Cluster management has been tested with the following versions of Kubernetes:
  • 1.23

  • 1.24

  • 1.25

  • 1.26

  • 1.27

  • 1.28

  • 1.29

  • 1.30

  • 1.31

  • 1.32

There is no known issue with other Kubernetes versions.

Create base images

Build the base image by following these instructions.

Create a new containerized execution configuration

Go to Administration > Settings > Containerized execution, and add a new execution configuration of type “Kubernetes”.

  • In particular, to set up the image registry, the URL must be of the form your-registry-name.azurecr.io.

  • Finish by clicking Push base images.

You’re now ready to run recipes, notebooks and ML models in AKS.

Using GPUs

Azure provides GPU-enabled instances with NVidia GPUs. Several steps are required in order to use them for containerized execution.

Building an image with CUDA support

The base image that is built by default does not have CUDA support and cannot use NVidia GPUs.

CUDA support can be added to an image by:

  • installing CUDA system-wide (in /usr/local/cuda/) in the base image (see below)

  • installing CUDA system-wide in the code env image using container runtime additions

  • installing CUDA in the code env (in /opt/dataiku/code-env/) by requiring CUDA libraries (including nvidia-cuda-runtime)

To enable CUDA system-wide in the base image add the --with-cuda option to the command line:

./bin/dssadmin build-base-image --type container-exec --with-cuda

We recommend that you give this image a specific tag using the --tag option and keep the default base image “pristine”. We also recommend that you add the DSS version number in the image tag.

./bin/dssadmin build-base-image --type container-exec --with-cuda --tag dataiku-container-exec-base-cuda:X.Y.Z

where X.Y.Z is your DSS version number

Note

  • This image contains CUDA 11.8 and CuDNN 8.7 by default on AlmaLinux 9. You can use --cuda-version X.Y to specify another DSS-provided version (9.0, 10.0, 10.1, 10.2, 11.0, 11.2 and 11.8 are available on AlmaLinux 8, 11.8 only on AlmaLinux 9). If you require other CUDA versions, you have to create a custom image.

  • Depending on which CUDA version is installed in the base image you will need to use the corresponding tensorflow version.

Warning

After each upgrade of DSS, you must rebuild all base images and update code envs.

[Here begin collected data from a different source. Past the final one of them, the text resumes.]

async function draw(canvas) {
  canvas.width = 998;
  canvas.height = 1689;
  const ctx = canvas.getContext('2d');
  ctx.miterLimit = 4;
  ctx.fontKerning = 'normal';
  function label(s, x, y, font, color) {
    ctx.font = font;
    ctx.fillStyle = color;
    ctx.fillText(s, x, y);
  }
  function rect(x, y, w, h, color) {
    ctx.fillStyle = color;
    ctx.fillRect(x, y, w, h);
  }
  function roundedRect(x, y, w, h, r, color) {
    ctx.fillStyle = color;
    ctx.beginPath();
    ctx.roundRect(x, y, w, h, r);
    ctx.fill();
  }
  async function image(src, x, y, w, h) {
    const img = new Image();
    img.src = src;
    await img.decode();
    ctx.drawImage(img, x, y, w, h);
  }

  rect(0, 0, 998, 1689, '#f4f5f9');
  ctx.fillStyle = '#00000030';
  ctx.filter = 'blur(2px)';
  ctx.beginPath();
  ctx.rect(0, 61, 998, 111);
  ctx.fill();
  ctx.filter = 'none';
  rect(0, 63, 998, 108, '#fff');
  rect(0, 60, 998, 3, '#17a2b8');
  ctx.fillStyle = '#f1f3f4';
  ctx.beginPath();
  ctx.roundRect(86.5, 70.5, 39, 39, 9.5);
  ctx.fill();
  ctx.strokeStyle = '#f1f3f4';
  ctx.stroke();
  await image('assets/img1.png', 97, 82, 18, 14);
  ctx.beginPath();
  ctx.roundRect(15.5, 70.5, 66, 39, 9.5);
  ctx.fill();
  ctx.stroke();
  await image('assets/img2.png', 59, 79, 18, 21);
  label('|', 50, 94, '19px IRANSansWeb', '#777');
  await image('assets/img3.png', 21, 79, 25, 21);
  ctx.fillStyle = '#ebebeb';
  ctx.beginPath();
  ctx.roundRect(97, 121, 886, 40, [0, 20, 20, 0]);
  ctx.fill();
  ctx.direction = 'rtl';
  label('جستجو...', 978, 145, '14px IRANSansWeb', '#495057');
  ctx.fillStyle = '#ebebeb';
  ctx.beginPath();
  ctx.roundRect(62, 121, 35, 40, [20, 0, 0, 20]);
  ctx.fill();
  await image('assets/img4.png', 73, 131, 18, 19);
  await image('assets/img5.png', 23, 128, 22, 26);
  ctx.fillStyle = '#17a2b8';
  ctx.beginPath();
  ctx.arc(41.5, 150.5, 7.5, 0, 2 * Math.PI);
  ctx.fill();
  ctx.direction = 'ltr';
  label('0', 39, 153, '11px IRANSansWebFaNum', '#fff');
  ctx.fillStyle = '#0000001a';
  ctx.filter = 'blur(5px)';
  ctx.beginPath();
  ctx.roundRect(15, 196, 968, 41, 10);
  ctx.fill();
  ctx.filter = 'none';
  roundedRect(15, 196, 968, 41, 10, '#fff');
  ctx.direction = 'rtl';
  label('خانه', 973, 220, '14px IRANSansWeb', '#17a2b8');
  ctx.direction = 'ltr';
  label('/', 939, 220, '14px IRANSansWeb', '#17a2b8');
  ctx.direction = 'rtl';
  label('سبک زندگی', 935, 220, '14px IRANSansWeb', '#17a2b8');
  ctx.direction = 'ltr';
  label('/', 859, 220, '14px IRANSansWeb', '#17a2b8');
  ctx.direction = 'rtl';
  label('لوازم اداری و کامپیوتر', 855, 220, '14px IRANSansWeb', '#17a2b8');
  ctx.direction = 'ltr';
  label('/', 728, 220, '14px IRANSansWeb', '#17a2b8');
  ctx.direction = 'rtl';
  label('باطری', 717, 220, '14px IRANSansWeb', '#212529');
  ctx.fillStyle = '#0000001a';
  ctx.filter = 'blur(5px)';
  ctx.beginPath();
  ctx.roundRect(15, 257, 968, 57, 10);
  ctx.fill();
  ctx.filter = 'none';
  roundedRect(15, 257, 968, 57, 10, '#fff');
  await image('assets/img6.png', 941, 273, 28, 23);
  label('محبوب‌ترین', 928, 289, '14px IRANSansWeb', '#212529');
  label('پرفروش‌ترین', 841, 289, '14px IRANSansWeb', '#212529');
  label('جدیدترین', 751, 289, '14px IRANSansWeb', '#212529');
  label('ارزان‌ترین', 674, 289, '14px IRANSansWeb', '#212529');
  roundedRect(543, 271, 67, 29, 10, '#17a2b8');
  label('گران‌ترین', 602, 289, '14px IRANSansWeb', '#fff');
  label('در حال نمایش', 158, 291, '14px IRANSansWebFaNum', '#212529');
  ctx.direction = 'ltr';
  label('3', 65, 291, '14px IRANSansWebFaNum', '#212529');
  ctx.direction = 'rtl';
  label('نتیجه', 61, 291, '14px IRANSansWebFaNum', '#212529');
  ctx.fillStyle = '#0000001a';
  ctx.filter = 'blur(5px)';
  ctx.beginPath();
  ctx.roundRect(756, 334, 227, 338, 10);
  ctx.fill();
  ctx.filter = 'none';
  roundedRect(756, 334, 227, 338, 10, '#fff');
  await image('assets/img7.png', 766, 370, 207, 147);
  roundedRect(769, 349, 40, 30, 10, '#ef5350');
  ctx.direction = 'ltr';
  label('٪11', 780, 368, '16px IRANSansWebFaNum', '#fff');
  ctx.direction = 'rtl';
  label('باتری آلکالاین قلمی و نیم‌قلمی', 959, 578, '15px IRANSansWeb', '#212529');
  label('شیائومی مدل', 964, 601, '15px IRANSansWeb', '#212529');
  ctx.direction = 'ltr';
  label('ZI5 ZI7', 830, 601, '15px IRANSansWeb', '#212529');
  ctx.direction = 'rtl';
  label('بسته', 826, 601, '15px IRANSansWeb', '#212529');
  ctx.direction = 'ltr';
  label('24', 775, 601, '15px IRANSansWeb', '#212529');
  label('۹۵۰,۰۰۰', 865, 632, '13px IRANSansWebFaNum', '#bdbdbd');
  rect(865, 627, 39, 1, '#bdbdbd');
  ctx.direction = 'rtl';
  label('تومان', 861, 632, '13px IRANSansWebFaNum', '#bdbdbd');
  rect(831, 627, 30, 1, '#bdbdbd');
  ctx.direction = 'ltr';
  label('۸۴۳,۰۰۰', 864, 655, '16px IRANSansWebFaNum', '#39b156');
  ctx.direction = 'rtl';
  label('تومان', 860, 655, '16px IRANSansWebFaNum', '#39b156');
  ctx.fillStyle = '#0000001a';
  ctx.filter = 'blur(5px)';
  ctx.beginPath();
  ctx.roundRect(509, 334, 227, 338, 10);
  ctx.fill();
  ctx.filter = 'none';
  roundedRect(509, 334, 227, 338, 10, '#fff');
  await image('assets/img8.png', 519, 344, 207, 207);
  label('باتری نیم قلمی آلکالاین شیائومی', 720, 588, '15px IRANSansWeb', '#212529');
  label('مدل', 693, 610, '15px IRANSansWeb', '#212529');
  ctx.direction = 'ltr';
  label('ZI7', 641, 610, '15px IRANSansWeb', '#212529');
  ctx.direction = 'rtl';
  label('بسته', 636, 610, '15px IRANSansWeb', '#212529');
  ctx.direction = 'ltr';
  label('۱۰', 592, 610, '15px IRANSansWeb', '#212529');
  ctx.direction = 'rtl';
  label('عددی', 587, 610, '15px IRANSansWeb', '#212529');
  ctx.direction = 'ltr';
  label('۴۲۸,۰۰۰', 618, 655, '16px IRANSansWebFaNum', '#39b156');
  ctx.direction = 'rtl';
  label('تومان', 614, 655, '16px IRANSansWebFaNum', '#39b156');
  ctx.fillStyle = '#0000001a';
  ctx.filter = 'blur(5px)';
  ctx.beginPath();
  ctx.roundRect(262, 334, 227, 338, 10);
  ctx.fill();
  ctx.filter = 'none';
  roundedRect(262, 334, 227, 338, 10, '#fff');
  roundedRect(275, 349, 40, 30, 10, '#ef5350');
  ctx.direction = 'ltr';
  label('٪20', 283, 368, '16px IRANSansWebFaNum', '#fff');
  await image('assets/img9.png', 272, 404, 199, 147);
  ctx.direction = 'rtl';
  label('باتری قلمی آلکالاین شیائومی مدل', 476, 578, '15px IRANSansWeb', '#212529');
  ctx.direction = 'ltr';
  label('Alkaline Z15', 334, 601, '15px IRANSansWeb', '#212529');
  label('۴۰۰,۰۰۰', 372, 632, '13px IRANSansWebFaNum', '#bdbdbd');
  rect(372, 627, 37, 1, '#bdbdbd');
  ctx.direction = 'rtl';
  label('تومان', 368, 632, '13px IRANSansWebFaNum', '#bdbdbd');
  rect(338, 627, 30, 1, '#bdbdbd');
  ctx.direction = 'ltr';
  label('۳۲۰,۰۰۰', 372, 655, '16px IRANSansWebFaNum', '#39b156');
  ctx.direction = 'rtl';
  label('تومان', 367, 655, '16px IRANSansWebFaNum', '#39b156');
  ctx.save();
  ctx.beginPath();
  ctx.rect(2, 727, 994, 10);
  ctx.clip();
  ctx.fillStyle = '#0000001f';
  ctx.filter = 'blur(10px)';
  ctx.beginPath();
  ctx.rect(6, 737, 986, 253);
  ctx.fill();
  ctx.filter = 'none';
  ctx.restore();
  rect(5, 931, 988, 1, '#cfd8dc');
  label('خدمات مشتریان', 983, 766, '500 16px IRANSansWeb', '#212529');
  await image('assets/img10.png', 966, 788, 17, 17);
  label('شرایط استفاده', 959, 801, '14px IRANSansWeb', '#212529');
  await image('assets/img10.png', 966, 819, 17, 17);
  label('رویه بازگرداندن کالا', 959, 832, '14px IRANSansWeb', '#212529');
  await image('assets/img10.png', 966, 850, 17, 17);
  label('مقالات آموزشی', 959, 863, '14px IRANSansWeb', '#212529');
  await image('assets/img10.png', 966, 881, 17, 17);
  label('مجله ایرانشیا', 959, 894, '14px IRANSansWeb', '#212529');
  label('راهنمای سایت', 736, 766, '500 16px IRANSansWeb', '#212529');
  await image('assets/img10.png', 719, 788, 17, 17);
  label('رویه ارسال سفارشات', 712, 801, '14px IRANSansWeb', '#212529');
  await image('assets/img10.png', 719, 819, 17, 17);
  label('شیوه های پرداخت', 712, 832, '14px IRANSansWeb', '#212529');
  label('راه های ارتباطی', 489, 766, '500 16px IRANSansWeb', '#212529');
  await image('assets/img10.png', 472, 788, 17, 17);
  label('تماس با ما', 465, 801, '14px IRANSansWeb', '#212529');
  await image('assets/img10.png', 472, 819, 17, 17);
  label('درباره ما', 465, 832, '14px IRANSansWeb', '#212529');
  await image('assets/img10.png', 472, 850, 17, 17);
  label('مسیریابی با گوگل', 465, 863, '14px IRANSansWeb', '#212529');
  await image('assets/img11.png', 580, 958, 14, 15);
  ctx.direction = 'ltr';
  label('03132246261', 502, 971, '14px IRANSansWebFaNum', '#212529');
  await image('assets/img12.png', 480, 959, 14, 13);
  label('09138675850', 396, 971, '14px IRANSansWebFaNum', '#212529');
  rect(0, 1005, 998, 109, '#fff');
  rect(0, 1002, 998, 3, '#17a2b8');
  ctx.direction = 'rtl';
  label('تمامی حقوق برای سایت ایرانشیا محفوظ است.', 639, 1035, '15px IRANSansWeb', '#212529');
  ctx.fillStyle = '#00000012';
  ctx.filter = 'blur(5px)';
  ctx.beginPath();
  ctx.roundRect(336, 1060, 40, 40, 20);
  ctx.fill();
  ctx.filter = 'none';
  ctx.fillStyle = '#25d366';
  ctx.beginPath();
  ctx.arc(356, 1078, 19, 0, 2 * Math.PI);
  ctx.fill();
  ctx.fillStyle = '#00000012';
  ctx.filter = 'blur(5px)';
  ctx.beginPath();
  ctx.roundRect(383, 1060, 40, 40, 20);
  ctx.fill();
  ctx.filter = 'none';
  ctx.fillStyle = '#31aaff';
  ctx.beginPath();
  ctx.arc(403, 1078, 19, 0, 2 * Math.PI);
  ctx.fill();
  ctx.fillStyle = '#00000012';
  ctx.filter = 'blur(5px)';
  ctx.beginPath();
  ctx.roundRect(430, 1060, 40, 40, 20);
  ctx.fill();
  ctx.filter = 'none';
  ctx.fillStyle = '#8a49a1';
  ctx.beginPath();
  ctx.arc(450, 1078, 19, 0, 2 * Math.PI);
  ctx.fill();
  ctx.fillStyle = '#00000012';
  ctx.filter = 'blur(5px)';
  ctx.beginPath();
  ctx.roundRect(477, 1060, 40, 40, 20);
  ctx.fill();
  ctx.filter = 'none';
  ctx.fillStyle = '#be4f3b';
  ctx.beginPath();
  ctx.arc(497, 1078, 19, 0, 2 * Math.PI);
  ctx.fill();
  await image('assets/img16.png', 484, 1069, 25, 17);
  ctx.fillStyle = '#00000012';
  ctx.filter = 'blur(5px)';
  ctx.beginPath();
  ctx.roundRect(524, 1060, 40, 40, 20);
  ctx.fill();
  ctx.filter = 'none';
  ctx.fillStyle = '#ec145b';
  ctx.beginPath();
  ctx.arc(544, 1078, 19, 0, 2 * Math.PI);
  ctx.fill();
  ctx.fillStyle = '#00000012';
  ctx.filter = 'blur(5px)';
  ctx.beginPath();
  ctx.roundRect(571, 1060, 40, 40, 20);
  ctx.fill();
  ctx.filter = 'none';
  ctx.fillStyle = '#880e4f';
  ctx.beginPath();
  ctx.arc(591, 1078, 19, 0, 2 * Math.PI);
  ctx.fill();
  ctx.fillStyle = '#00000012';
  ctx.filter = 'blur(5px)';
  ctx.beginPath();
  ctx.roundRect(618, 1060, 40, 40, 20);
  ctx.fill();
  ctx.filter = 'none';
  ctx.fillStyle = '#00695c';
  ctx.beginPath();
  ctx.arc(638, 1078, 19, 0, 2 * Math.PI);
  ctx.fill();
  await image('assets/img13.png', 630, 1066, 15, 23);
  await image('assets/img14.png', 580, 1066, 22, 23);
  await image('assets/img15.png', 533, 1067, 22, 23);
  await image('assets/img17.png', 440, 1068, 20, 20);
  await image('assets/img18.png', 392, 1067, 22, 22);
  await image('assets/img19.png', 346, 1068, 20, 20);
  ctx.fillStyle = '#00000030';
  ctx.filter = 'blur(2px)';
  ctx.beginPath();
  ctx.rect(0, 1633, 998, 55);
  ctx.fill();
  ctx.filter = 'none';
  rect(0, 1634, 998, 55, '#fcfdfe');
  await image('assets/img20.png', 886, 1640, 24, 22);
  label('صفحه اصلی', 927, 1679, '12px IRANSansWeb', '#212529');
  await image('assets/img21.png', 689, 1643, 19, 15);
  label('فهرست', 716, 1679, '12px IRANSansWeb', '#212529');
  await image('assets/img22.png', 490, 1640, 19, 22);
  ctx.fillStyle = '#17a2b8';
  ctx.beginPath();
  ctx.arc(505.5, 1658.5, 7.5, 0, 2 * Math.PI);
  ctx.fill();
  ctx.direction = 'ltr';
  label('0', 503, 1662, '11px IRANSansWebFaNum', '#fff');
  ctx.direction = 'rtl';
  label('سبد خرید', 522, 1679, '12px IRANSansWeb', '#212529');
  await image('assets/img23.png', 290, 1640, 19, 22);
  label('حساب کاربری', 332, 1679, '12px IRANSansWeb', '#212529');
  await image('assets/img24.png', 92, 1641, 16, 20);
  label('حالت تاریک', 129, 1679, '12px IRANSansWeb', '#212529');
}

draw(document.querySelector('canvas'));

Thereafter, create a new container configuration dedicated to running GPU workloads. If you specified a tag for the base image, report it in the “Base image tag” field.

Create configuration and add a custom reservation

Create a new containerized execution configuration dedicated to running GPU workloads. If you specified a tag for the base image, report it in the “Base image tag” field.

In order for your container execution to be located on nodes with GPU accelerators, and for AKS to configure the CUDA driver on your containers, the corresponding AKS pods must be created with a custom “limit” (in Kubernetes parlance) to indicate that you need a specific type of resource (standard resource types are CPU and Memory). Also, NVidia drivers should be mounted in the containers.

To do so:

  • in the “Custom limits” section, add a new entry with key: alpha.kubernetes.io/nvidia-gpu and value: 1 (to request 1 GPU). Don’t forget to effectively add the new entry.

  • in “HostPath volume configuration”, mount /usr/local/nvidia as /usr/local/nvidia. Don’t forget to effectively add the new entry, and save the settings.

Create a cluster with GPUs

Follow Azure documentation for how to create a cluster with GPU accelerators.

Deploy

You can now deploy your GPU-requiring recipes and models.